Hazelnut and Gianduja Chocolate Petit Gateaux
INGREDIENTS | ||
HAZELNUT DACQUOISE | ||
Whole Egg | Gm | 422 |
Castor Sugar | Gm | 287 |
Egg White | Gm | 90 |
Ground Hazelnut | Gm | 286 |
Butter Melted | Gm | 112 |
Gianduja creameaux | ||
Gelatin Leaf | Gm | 5 |
Amul Cream | Gm | 310 |
Gianduja Chocolate | Gm | 450 |
Hazelnut praline Paste | Gm | 100 |
Dark Chocolate and Gianduja Mousse | ||
Milk | Gm | 500 |
Egg Yolk | Nos | 15 |
Castor Sugar | Gm | 75 |
Single Origin Madagascar Chocolate | Gm |
1000 |
Hazelnut praline Paste | Gm | 300 |
Gelatin | Gm | 10 |
Ellen Vire Cream | Gm | 900 |
Serving Portions: 20 portions 200 gm each
Preparation Time: 3 hours
METHOD:
1. For Hazelnut Dacquoise Whisk egg white and sugar to get soft peak meringue then fold in Hazelnut Powder and add melted butter.
2. Sheet it on parchment paper lined in a tray and bake at 200 degrees Celsius for 10 to 14 minutes.
Gianduja Cremeaux
3. For Gianduja Cremeaux heat milk in a sauce pan and then add all the ingredients once the mixture reaches 35c then add gelatin, now set the cremeaux in Freezer.
4. For dark chocolate and Gianduja mousse make anglaise with egg yolk and milk then pour it over chocolate and make a ganache.

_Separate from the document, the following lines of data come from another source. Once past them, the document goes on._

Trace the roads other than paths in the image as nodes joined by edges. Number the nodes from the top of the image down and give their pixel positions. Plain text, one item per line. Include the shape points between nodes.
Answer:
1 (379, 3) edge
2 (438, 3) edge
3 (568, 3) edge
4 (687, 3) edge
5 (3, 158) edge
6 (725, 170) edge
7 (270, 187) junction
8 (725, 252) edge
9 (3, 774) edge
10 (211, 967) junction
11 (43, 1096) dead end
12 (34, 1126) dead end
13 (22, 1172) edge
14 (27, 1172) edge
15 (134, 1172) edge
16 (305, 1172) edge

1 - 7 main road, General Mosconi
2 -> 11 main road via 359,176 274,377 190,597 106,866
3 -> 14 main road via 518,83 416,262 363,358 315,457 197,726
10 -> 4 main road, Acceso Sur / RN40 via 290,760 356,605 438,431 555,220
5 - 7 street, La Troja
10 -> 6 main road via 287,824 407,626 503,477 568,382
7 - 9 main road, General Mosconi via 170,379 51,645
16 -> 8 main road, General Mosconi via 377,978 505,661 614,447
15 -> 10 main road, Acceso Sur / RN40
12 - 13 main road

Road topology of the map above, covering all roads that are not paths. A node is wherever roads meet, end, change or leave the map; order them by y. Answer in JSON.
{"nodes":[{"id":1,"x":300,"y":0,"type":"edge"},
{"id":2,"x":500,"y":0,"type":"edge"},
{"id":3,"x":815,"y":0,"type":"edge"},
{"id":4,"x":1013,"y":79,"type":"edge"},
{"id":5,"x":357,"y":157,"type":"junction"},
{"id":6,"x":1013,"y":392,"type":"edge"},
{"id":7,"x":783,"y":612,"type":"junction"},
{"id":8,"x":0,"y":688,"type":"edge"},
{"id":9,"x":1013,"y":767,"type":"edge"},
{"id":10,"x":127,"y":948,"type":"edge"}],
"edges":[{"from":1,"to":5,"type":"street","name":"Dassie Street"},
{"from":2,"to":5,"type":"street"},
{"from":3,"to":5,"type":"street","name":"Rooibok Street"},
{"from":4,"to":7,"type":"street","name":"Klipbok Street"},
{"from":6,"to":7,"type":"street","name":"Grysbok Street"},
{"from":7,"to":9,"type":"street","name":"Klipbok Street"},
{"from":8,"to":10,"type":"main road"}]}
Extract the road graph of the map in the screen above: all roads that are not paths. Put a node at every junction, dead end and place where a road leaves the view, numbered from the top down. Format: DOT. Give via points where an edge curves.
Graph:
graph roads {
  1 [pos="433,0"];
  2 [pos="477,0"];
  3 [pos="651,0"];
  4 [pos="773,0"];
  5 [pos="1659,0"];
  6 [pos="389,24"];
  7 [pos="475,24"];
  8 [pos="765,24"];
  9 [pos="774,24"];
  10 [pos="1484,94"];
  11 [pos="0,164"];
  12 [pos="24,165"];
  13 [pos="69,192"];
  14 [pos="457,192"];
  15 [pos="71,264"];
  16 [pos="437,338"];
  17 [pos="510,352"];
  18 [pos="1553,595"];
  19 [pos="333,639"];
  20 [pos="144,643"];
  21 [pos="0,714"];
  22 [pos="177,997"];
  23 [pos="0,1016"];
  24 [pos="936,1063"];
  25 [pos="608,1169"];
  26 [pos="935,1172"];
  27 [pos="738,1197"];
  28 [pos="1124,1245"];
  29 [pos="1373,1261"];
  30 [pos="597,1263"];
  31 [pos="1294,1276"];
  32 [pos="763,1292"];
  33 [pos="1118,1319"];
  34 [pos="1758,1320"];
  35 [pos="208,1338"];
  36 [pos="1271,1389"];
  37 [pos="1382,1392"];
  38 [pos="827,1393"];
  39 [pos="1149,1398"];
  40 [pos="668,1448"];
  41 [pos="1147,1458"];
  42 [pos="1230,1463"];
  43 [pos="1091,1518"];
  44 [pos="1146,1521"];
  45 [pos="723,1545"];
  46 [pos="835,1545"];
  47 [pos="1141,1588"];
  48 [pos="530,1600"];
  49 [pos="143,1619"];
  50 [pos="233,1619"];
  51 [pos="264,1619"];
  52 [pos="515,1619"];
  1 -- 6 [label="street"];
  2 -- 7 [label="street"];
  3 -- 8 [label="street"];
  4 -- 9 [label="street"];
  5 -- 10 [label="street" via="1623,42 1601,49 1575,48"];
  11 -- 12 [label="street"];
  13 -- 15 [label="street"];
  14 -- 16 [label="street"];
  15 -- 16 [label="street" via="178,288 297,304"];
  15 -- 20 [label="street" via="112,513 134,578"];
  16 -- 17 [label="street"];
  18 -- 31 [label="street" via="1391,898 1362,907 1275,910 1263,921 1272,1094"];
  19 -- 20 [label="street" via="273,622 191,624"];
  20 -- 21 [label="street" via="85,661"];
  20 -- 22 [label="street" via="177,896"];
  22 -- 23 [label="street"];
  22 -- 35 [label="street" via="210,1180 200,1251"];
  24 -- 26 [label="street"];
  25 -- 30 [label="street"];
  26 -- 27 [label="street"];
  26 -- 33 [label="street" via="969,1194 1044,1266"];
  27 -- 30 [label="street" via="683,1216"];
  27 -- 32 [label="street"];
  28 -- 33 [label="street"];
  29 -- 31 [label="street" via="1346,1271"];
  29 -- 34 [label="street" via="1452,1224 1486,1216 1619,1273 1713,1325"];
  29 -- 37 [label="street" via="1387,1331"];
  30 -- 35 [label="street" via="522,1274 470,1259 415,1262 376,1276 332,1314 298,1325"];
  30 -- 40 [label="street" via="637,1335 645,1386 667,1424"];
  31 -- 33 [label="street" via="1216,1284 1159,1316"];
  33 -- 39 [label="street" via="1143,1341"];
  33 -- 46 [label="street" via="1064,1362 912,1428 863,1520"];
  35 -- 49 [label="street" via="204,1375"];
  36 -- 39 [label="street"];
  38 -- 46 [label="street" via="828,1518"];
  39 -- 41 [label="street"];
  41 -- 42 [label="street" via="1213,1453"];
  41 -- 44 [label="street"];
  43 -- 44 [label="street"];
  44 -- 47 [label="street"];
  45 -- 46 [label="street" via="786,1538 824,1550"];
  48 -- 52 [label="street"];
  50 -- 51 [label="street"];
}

Then fold in Whipped Cream in it and gelatin.
5. Assembling”: - Take a silicon mold pour dark chocolate and Gianduja mousse in it then put Gianguja cremeaux as insert, now fill it with mousse and put a sponge at last
6. Freeze it, then demold and garnish it accordingly.